How to become a big spark master data?

Spark is originated from the University of California, Berkeley AMPLab cluster computing platform, which is based on in-memory computing, Hadoop performance over a hundred times, from multiple iterative batch processing, data warehousing eclectic, stream processing and computing and other computing paradigm, is rare the all-rounder. Spark adopt a unified technology stack to resolve all the core issues, such as stream processing, drawing techniques, machine learning, NoSQL Query cloud computing big data, with a sound ecological system, which directly lays its unified cloud big data field the dominance. Spark along with the popularization of technology, the demand for professionals is growing. Spark professionals is also sought in the future, you can easily get a million salary. And in order to become a master Spark also need one by one, from practicing internal strength: Generally need to go through the following stages:


webp

First stage: a skilled master Scala language

1, Spark framework is the use of Scala language, refined and elegant.
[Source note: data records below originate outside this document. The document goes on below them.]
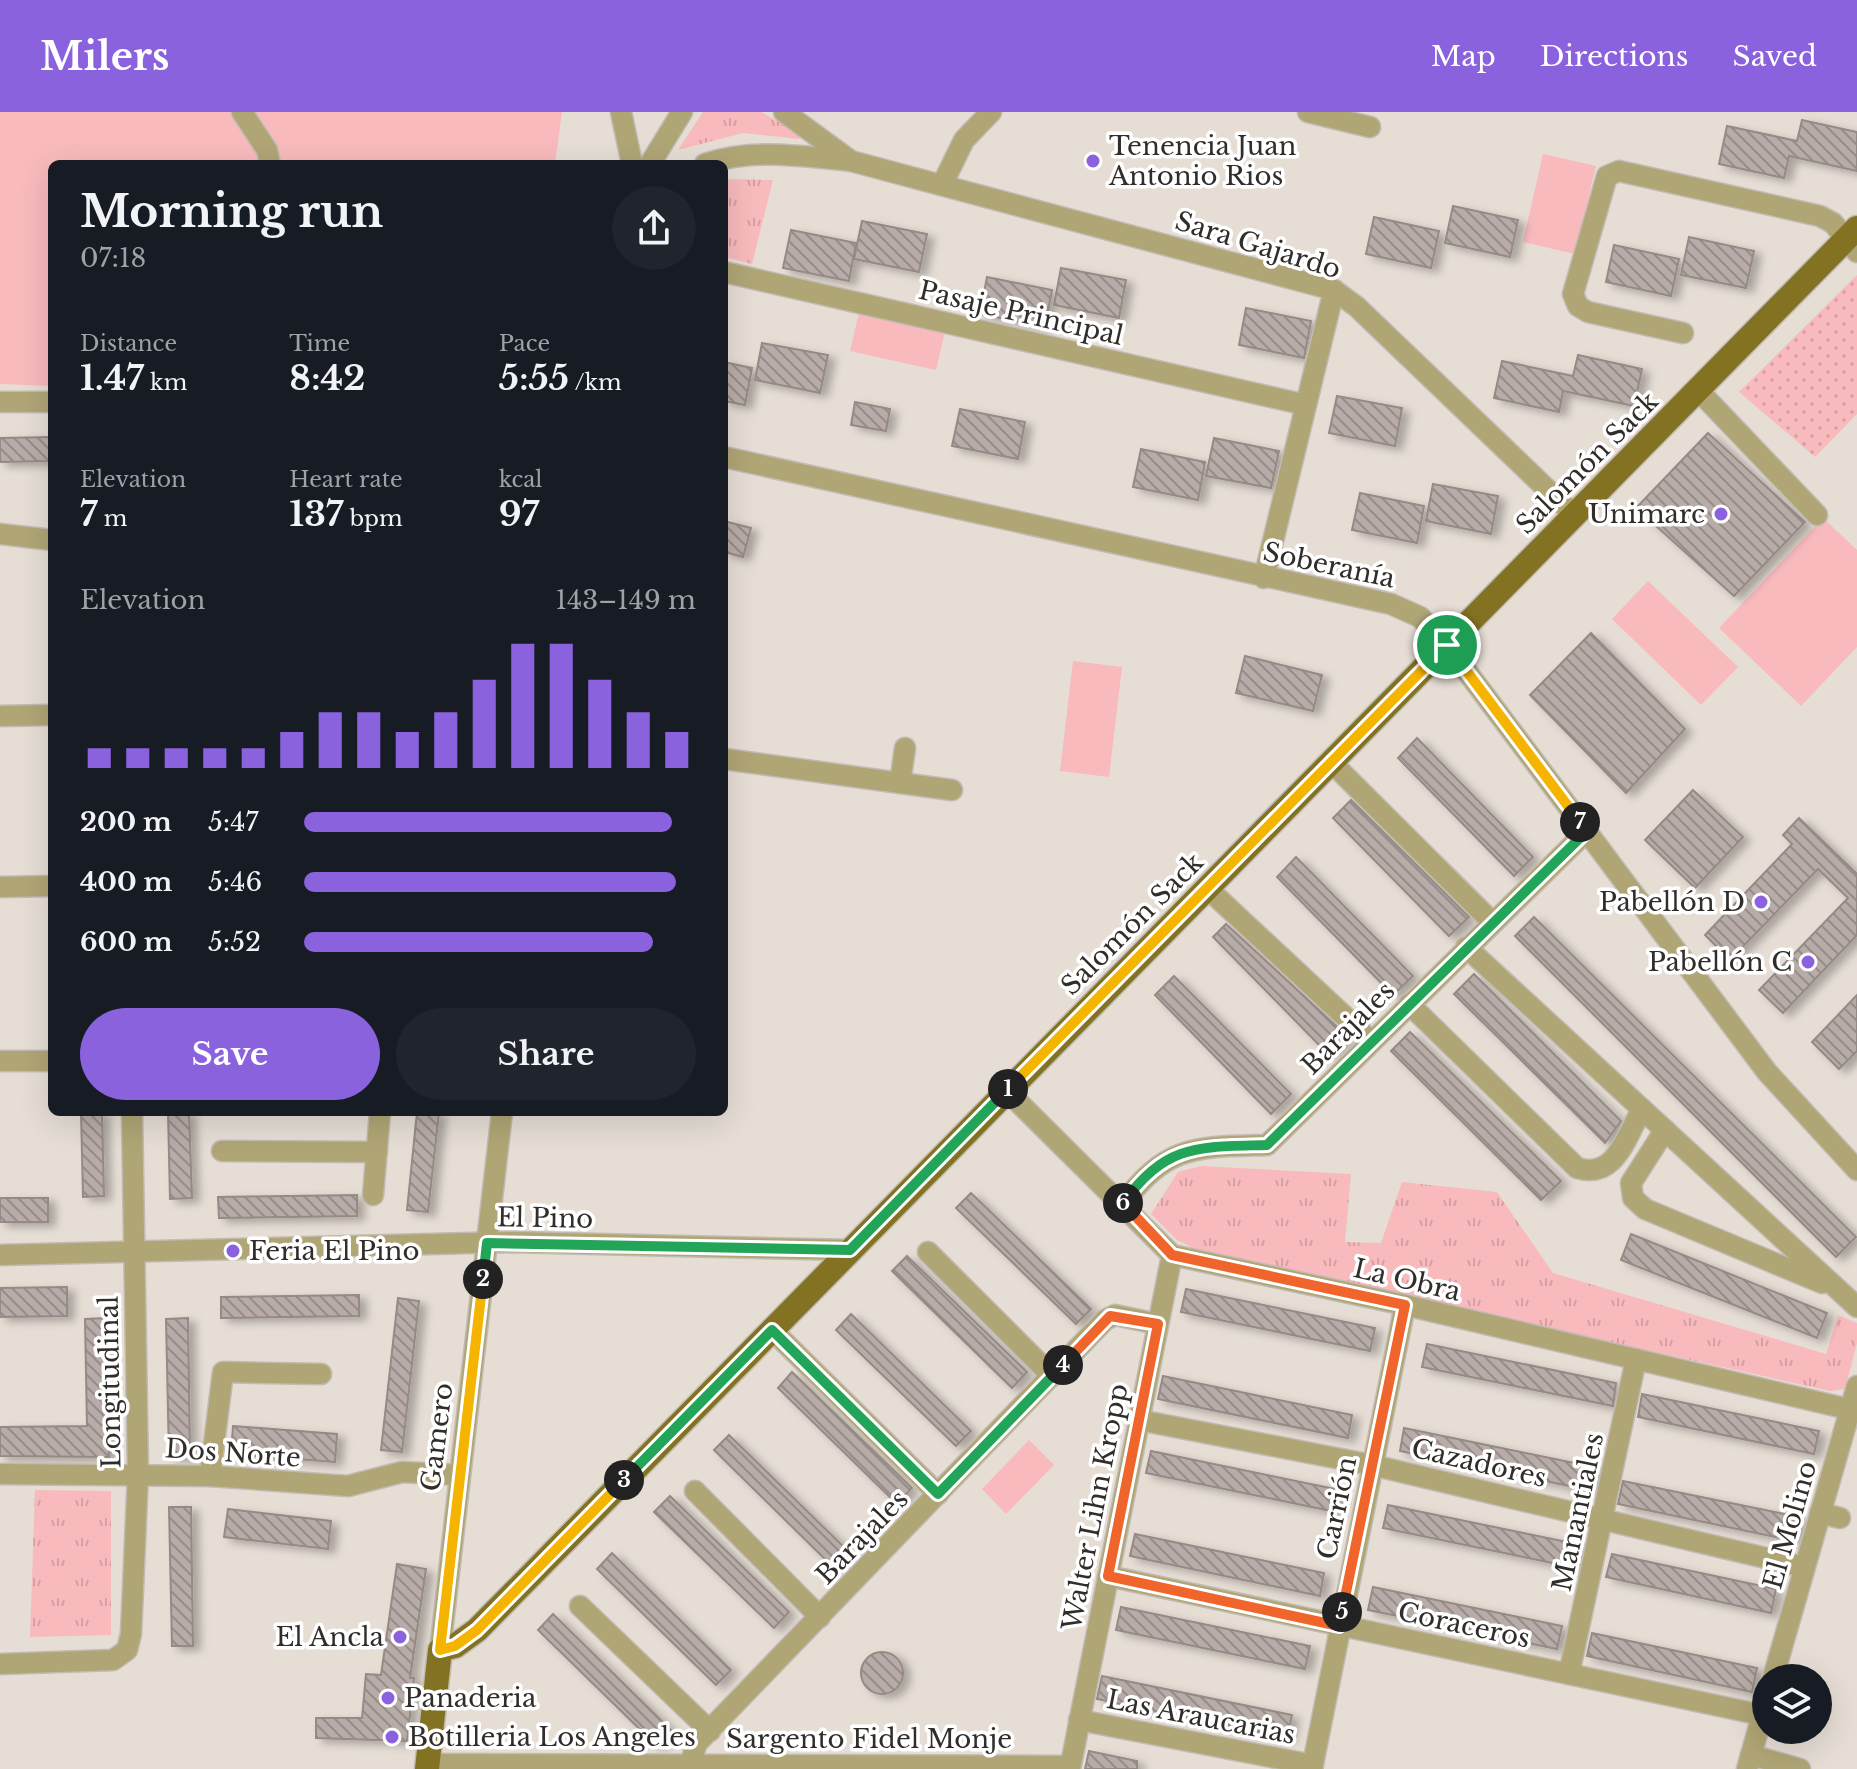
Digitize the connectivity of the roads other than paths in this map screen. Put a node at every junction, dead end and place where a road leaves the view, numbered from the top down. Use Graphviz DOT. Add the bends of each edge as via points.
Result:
graph roads {
  1 [pos="242,112"];
  2 [pos="621,112"];
  3 [pos="682,112"];
  4 [pos="784,112"];
  5 [pos="991,112"];
  6 [pos="1308,112"];
  7 [pos="1370,127"];
  8 [pos="269,160"];
  9 [pos="631,160"];
  10 [pos="652,160"];
  11 [pos="716,160"];
  12 [pos="851,161"];
  13 [pos="942,185"];
  14 [pos="1853,240"];
  15 [pos="728,273"];
  16 [pos="1334,290"];
  17 [pos="1683,333"];
  18 [pos="1698,390"];
  19 [pos="0,402"];
  20 [pos="48,402"];
  21 [pos="1306,405"];
  22 [pos="728,458"];
  23 [pos="1574,515"];
  24 [pos="1817,515"];
  25 [pos="0,534"];
  26 [pos="48,540"];
  27 [pos="1264,578"];
  28 [pos="1447,645"];
  29 [pos="48,715"];
  30 [pos="0,716"];
  31 [pos="905,748"];
  32 [pos="728,760"];
  33 [pos="1331,762"];
  34 [pos="900,783"];
  35 [pos="952,790"];
  36 [pos="1587,831"];
  37 [pos="48,886"];
  38 [pos="0,887"];
  39 [pos="1207,888"];
  40 [pos="1492,922"];
  41 [pos="1466,947"];
  42 [pos="1409,1004"];
  43 [pos="1371,1041"];
  44 [pos="0,1061"];
  45 [pos="48,1061"];
  46 [pos="1007,1091"];
  47 [pos="1642,1109"];
  48 [pos="132,1116"];
  49 [pos="380,1116"];
  50 [pos="502,1116"];
  51 [pos="1665,1130"];
  52 [pos="222,1151"];
  53 [pos="377,1152"];
  54 [pos="1857,1170"];
  55 [pos="373,1195"];
  56 [pos="1122,1205"];
  57 [pos="487,1243"];
  58 [pos="850,1250"];
  59 [pos="135,1252"];
  60 [pos="928,1252"];
  61 [pos="0,1255"];
  62 [pos="1172,1255"];
  63 [pos="1837,1289"];
  64 [pos="1405,1305"];
  65 [pos="1857,1307"];
  66 [pos="1158,1324"];
  67 [pos="772,1330"];
  68 [pos="1636,1359"];
  69 [pos="321,1374"];
  70 [pos="1052,1376"];
  71 [pos="1857,1386"];
  72 [pos="1853,1410"];
  73 [pos="1139,1420"];
  74 [pos="1372,1465"];
  75 [pos="138,1473"];
  76 [pos="0,1474"];
  77 [pos="460,1475"];
  78 [pos="210,1476"];
  79 [pos="695,1491"];
  80 [pos="938,1494"];
  81 [pos="1604,1518"];
  82 [pos="1804,1567"];
  83 [pos="1108,1576"];
  84 [pos="580,1606"];
  85 [pos="820,1617"];
  86 [pos="1339,1626"];
  87 [pos="440,1650"];
  88 [pos="0,1664"];
  89 [pos="1777,1664"];
  90 [pos="1569,1674"];
  91 [pos="1752,1706"];
  92 [pos="1079,1720"];
  93 [pos="710,1731"];
  94 [pos="1749,1762"];
  95 [pos="690,1764"];
  96 [pos="427,1766"];
  97 [pos="792,1766"];
  98 [pos="1313,1767"];
  99 [pos="1070,1768"];
  100 [pos="1800,1769"];
  1 -- 8 [label="street"];
  2 -- 9 [label="street"];
  3 -- 10 [label="street"];
  4 -- 12 [label="street, Sara Gajardo"];
  5 -- 13 [label="street" via="964,140"];
  6 -- 7 [label="street"];
  11 -- 12 [label="street, Sara Gajardo" via="769,153"];
  12 -- 13 [label="street, Sara Gajardo"];
  13 -- 16 [label="street, Sara Gajardo"];
  14 -- 17 [label="street" via="1820,216 1619,171 1607,176 1573,294 1578,306"];
  14 -- 18 [label="main road, Salomón Sack"];
  15 -- 21 [label="street, Pasaje Principal"];
  16 -- 21 [label="street"];
  16 -- 23 [label="street, Sara Gajardo"];
  18 -- 23 [label="main road, Salomón Sack"];
  18 -- 24 [label="street"];
  19 -- 20 [label="street"];
  21 -- 27 [label="street"];
  22 -- 27 [label="street, Soberanía"];
  23 -- 28 [label="main road, Salomón Sack"];
  25 -- 26 [label="street"];
  27 -- 28 [label="street, Soberanía" via="1403,608 1426,622"];
  28 -- 33 [label="main road, Salomón Sack"];
  28 -- 36 [label="street, Soberanía"];
  29 -- 30 [label="street"];
  31 -- 34 [label="street"];
  32 -- 34 [label="street"];
  33 -- 39 [label="main road, Salomón Sack"];
  33 -- 40 [label="street"];
  34 -- 35 [label="street"];
  36 -- 40 [label="street, Barajales"];
  36 -- 54 [label="street, Soberanía" via="1767,1072"];
  37 -- 38 [label="street"];
  39 -- 43 [label="street"];
  39 -- 46 [label="main road, Salomón Sack"];
  40 -- 41 [label="street, Barajales"];
  41 -- 42 [label="street, Barajales"];
  41 -- 47 [label="street"];
  42 -- 43 [label="street, Barajales"];
  42 -- 47 [label="street" via="1577,1168 1593,1173 1608,1168"];
  43 -- 56 [label="street, Barajales" via="1267,1145 1176,1153 1143,1176"];
  44 -- 45 [label="street"];
  46 -- 56 [label="street"];
  46 -- 58 [label="main road, Salomón Sack"];
  47 -- 51 [label="street"];
  48 -- 59 [label="street, Longitudinal"];
  49 -- 53 [label="street"];
  50 -- 57 [label="street, Gamero"];
  51 -- 63 [label="street"];
  51 -- 63 [label="street" via="1631,1183 1633,1198 1645,1209"];
  52 -- 53 [label="street"];
  53 -- 55 [label="street"];
  56 -- 62 [label="street"];
  57 -- 58 [label="street, El Pino"];
  57 -- 59 [label="street, El Pino"];
  57 -- 77 [label="street, Gamero"];
  58 -- 67 [label="main road, Salomón Sack"];
  59 -- 61 [label="street, El Pino"];
  59 -- 75 [label="street, Longitudinal"];
  60 -- 70 [label="street"];
  62 -- 64 [label="street, La Obra"];
  62 -- 66 [label="street, Walter Lihn Kropp"];
  63 -- 65 [label="street"];
  64 -- 68 [label="street, La Obra"];
  64 -- 74 [label="street, Carrión"];
  66 -- 70 [label="street, Barajales" via="1110,1316"];
  66 -- 73 [label="street, Walter Lihn Kropp"];
  67 -- 80 [label="street"];
  67 -- 87 [label="main road, Salomón Sack" via="477,1630"];
  68 -- 72 [label="street, La Obra"];
  68 -- 81 [label="street, Manantiales"];
  69 -- 78 [label="street" via="223,1372"];
  70 -- 80 [label="street, Barajales"];
  71 -- 72 [label="street, El Molino"];
  72 -- 82 [label="street, El Molino" via="1830,1516"];
  73 -- 74 [label="street, Cazadores"];
  73 -- 83 [label="street, Walter Lihn Kropp"];
  74 -- 81 [label="street, Cazadores"];
  74 -- 86 [label="street, Carrión"];
  75 -- 76 [label="street, Dos Norte"];
  75 -- 78 [label="street, Dos Norte"];
  75 -- 88 [label="street, Longitudinal" via="127,1650 113,1660"];
  77 -- 78 [label="street, Dos Norte" via="402,1472 348,1486"];
  77 -- 87 [label="street, Gamero"];
  79 -- 85 [label="street"];
  80 -- 85 [label="street, Barajales"];
  81 -- 82 [label="street, Cazadores"];
  81 -- 90 [label="street, Manantiales"];
  82 -- 89 [label="street, El Molino"];
  83 -- 86 [label="street, Coraceros"];
  83 -- 92 [label="street, Walter Lihn Kropp"];
  84 -- 93 [label="street"];
  85 -- 93 [label="street, Barajales"];
  86 -- 90 [label="street, Coraceros"];
  86 -- 98 [label="street, Carrión"];
  87 -- 96 [label="main road, Gamero"];
  90 -- 91 [label="street, Coraceros"];
  92 -- 98 [label="street, Las Araucarias"];
  92 -- 99 [label="street, Walter Lihn Kropp"];
  93 -- 95 [label="street, Barajales" via="697,1743"];
  94 -- 100 [label="street"];
  95 -- 96 [label="street, Sargento Fidel Monje"];
  95 -- 97 [label="street, Sargento Fidel Monje"];
  97 -- 99 [label="street, Sargento Fidel Monje"];
}
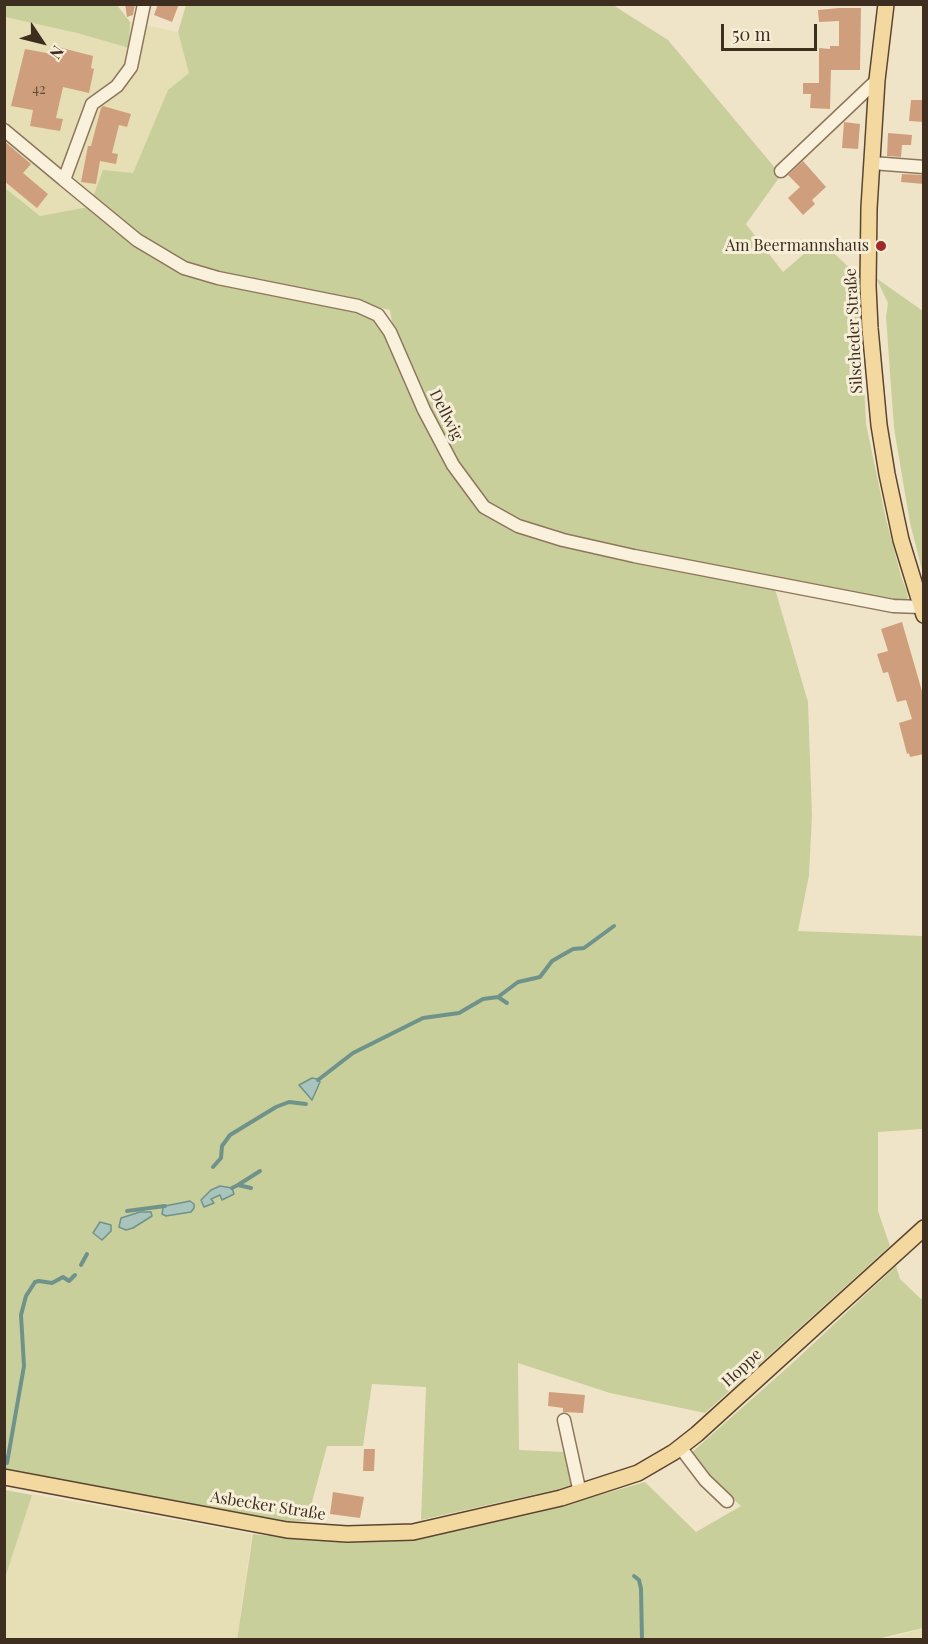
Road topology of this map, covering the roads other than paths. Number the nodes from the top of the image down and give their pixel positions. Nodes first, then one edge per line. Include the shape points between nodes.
1 (144, 4) edge
2 (886, 4) edge
3 (878, 81) junction
4 (4, 130) edge
5 (872, 163) junction
6 (924, 166) edge
7 (781, 171) dead end
8 (64, 180) junction
9 (922, 611) edge
10 (924, 1228) edge
11 (564, 1420) dead end
12 (680, 1447) junction
13 (4, 1477) edge
14 (580, 1493) junction
15 (561, 1498) joint
16 (728, 1501) dead end

1 - 8 street via 131,67 117,86 92,104
2 - 3 main road, Silscheder Straße
3 - 5 main road, Silscheder Straße
3 - 7 street
4 - 8 street, Dellwig
5 - 6 street
5 - 9 main road, Silscheder Straße via 868,286 879,425 893,506
8 - 9 street, Dellwig via 138,240 184,268 358,306 378,315 390,332 453,465 484,507 518,526 634,556
10 - 12 main road, Hoppe
11 - 14 street
12 - 14 main road, Hoppe via 638,1473
12 - 16 street via 705,1480
13 - 15 main road, Asbecker Straße via 287,1530 347,1534 413,1532
14 - 15 main road, Hoppe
Spark To become a master, you have to read the Spark source code, you must master Scala ,;

2, although now the Spark can be multi-language Java, Python and other application development, but the fastest and best development API support is still and always will be the way of the Scala API, so you must master Scala to write complex Spark and high-performance distributed applications;

3, in particular, the master Scala trait, apply, function programming, generic, and inverter covariant and the like;

[Big Data to develop learning materials collection method: Join Big Data learning technology exchange group 458,345,782, click a group chat, private letters administrator can receive a free

Phase II: Spark proficient platform itself available to the developer API  

1, for master RDD Spark development model, the master and the action of various functions using the transformation;

2, the master Spark dependence and narrow width and lineage-dependent mechanism;

3, master calculation process RDD, such as Stage division, Spark application submitted works to the basic process and Worker cluster node basis, etc.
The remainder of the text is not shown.